We both knew I couldn’t.
“It’s time to go, Tara,” Tyler said. “The longer you stay, the less likely you will ever leave.”
“You think I need to leave?”
Tyler didn’t blink, didn’t hesitate. “ I think this is the worst possible place for you.” He spoke softly, but it felt as though he’d shouted the words. (120)
Questions:
- How do choices play a role in life?
- How did other people’s choices impact Tara’s life?

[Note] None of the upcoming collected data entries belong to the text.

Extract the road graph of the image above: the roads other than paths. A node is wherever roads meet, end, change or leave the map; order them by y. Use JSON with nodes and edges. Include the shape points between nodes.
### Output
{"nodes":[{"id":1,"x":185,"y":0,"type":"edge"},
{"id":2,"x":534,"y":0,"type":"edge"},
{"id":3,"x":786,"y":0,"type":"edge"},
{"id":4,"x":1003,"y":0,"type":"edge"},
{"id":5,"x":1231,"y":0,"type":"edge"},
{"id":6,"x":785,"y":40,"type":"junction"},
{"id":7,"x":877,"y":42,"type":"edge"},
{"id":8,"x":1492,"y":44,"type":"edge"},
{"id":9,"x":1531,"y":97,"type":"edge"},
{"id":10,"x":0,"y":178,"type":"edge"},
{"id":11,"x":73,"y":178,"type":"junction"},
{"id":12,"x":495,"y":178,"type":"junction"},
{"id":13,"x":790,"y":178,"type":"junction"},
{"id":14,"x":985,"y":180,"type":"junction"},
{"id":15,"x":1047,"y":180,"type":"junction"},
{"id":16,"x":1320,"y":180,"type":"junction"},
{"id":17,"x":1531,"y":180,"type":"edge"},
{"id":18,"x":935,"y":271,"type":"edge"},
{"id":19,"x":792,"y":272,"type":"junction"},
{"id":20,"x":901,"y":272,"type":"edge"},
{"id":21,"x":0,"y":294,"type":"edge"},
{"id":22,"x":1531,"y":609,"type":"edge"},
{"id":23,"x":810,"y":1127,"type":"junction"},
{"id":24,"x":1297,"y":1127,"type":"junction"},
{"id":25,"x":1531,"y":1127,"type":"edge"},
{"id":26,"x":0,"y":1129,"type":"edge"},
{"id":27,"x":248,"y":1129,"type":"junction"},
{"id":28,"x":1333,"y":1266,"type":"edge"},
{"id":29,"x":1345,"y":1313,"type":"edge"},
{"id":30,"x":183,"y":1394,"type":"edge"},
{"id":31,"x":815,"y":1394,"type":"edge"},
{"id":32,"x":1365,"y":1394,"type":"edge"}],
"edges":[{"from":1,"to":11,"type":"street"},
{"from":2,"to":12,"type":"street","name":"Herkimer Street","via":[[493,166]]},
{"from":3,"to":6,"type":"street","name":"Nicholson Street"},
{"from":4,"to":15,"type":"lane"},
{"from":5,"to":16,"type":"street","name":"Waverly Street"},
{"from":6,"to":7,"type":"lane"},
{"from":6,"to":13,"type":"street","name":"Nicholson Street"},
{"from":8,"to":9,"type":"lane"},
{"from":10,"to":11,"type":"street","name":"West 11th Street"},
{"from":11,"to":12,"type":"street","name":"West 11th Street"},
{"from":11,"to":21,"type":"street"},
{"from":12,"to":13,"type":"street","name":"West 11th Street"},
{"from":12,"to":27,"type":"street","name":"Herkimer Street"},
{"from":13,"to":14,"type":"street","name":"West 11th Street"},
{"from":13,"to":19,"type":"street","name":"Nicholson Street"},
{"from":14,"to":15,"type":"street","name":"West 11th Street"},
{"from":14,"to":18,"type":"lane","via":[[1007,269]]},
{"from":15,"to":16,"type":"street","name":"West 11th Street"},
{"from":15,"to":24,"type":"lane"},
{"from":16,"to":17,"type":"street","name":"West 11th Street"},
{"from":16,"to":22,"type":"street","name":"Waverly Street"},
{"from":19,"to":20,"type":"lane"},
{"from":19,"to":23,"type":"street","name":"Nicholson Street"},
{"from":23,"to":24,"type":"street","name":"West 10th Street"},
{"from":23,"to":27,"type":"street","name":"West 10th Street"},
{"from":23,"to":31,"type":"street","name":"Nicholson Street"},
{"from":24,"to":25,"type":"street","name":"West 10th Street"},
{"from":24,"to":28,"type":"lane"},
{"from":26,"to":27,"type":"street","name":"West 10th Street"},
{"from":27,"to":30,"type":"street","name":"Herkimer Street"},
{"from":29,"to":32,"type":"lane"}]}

- How did Tara’s choices impact her own life?
Eileen
Nice job with your seminar questions, Theresa! I like the inclusion of the Oprah interview, because I was thinking about your question about how education and life are related? How was Tara able to forge a new life while her sister remained on the mountain with a brood of kids? I wonder which specific choices have the magnitude necessary to bring about change, or is it just a series of always forward-moving choices that brings you to a new life? Tara says in her interview with Oprah that she had the ability to see her life as it was and still imagine something different. She credits this as the intersection of faith and education. And she realized in the end that “eternity belonged only to the mountain,” she had moved on. Looking forward to your discussion!
Anonymous
You bring in a lot of great quotes, Theresa! One thing that I was very interested in discussing is how much of Tara’s life was determined not even by her family, but solely her father.
You mention the quote:
“There’s a world out there, Tara,” he said. “And it will look a lot different once Dad is no longer whispering his view of it in your ear.” (120)
That got me thinking. In terms of isolation, Tara does not seem to have much interaction with the outside world. Her father disapproves of nearly everyone who surrounds them, including fellow church members. Her mother and siblings have all been under her father’s influence for so long that, of those who stayed, their opinions were mostly manifestations her her father’s own strict beliefs. Thus, for much of her childhood, she was not afforded the liberty of thinking independently, and that limited her, until the point that Tyler returned to give her a new perspective.
Anonymous
Looking forward to hearing how this excellent set up inspires class discussion!